If you look at how people succeed in various fields, you'll see that this is a common approach. For example, [this analysis of world-class judo players found that most rely on a small handful of throws](https://judoinfo.com/weers1/), concluding[^J]

> Judo is a game of specialization. You have to use the skills that work best for you. You have to stick to what works and practice your skills until they become automatic responses.

[Joy Ebertz has analogous argument in for programmers](https://staffeng.com/stories/joy-ebertz):

> One piece of advice I got at some point was to amplify my strengths. All of us have strengths and weaknesses and we spend a lot of time talking about ‘areas of improvement.’ It can be easy to feel like the best way to advance is to eliminate all of those. However, it can require a lot of work and energy to barely move the needle if it’s truly an area we’re weak in. Obviously, you still want to make sure you don’t have any truly bad areas, but assuming you’ve gotten that, instead focus on amplifying your strengths. How can you turn something you’re good at into your superpower?

It's really difficult to measure programmer effectiveness in anything resembling an objective manner, but back when I played video games competitively, a very long time ago at this point (back before there was "real money" in competitive gaming), the thing that took me from being a pretty decent player (a regular player for a team that was in contention for the championships every season) to a very good player (in one season, I was reliably dominant enough that my team didn't lose a single game I played and I would almost always play in the most difficult matches, against other top teams) was abandoning practicing things I wasn't particularly good at and focusing on increasing the edge I had over everybody else at the few things I was the best at.

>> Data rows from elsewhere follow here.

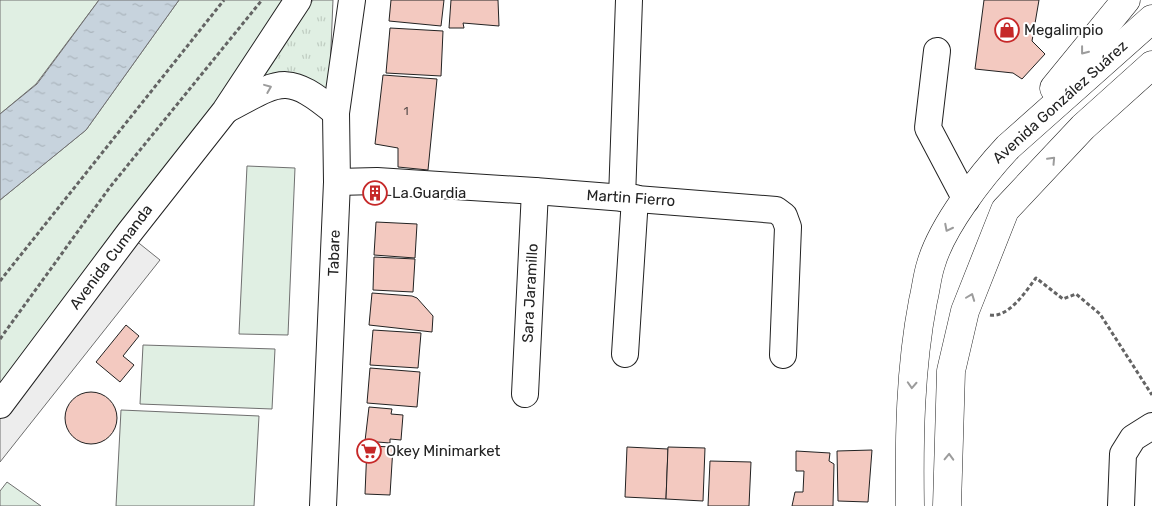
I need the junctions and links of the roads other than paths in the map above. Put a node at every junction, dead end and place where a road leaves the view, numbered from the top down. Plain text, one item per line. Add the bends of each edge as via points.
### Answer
1 (298, 0) edge
2 (352, 0) edge
3 (629, 0) edge
4 (1126, 0) edge
5 (1152, 19) edge
6 (937, 51) dead end
7 (1152, 65) edge
8 (225, 111) junction
9 (336, 113) junction
10 (1008, 147) junction
11 (337, 182) junction
12 (535, 191) junction
13 (628, 198) junction
14 (966, 200) junction
15 (625, 354) dead end
16 (783, 355) dead end
17 (525, 394) dead end
18 (0, 405) edge
19 (1143, 432) edge
20 (323, 506) edge
21 (910, 506) edge
22 (947, 506) edge
23 (1121, 506) edge

1 - 8 street, Avenida Cumanda
2 - 9 street, Tabare
3 - 13 street
4 -> 10 main road
5 - 10 main road, Avenida González Suárez
6 - 14 street via 928,128
22 -> 7 main road via 951,371 965,311 1005,210 1083,127
8 -> 9 street, Avenida Cumanda via 272,85 295,85
8 - 18 street, Avenida Cumanda
9 - 11 street, Tabare
10 - 14 main road, Avenida González Suárez via 989,166
11 - 12 street, Martin Fierro via 376,181
11 - 20 street, Tabare
12 - 13 street, Martin Fierro
12 - 17 street, Sara Jaramillo
13 - 15 street
13 - 16 street, Martin Fierro via 776,210 784,216 788,226
14 -> 21 main road, Avenida González Suárez via 931,263 920,320 912,374
19 - 23 street via 1123,454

I think this is actually more effective at work than it is in sports or gaming since, unlike in competitive endeavors, you don't have an opponent who will try to expose your weaknesses and force you into positions where your strengths are irrelevant. If I study queuing theory instead of compiers, a rival co-worker isn't going to shoot down projects where queuing theory knowledge is helpful and leave me facing a field full of projects that require compiler knowledge.

Unlike Matt or Steve, I'm going to say that you should take a particular approach, but I'll say that learning a few things and not being particularly well rounded has worked for me in multiple disparate fields and it appears to work for a lot of other folks as well.

If you want to take this approach, this still leaves the question of what skills to learn. This is one of the most common questions I get and I think my answer is probably not really what people are looking for and not very satisfying, but I'm going to give it anyway. By the way, In this post I'm going to discuss technical skills, but I don't see why this shouldn't generalize to non-technical skills.

One of the two main methods I've used to decide what to learn is to opportunistically learn whatever skills folks around me are really good at. For example, at one point, I happened to end up sitting next to a group of former Cray engineers. They'd previously built some of the highest performance and most sophisticated interconnect on the planet, so I asked them how I should learn the basics. One person recommended [Dally & Towles](https://amzn.to/303rkCS), so I read it and asked them follow-up questions to fill in th gaps. More recently, I've been sitting in a group with world-class expertise on, among other things, [tracing](https://danluu.com/tracing-analytics/) and [caches](https://twitter.com/danluu/status/1324416895013986305). It would be an incredible waste not to learn from these folks, so I'm picking up what I can.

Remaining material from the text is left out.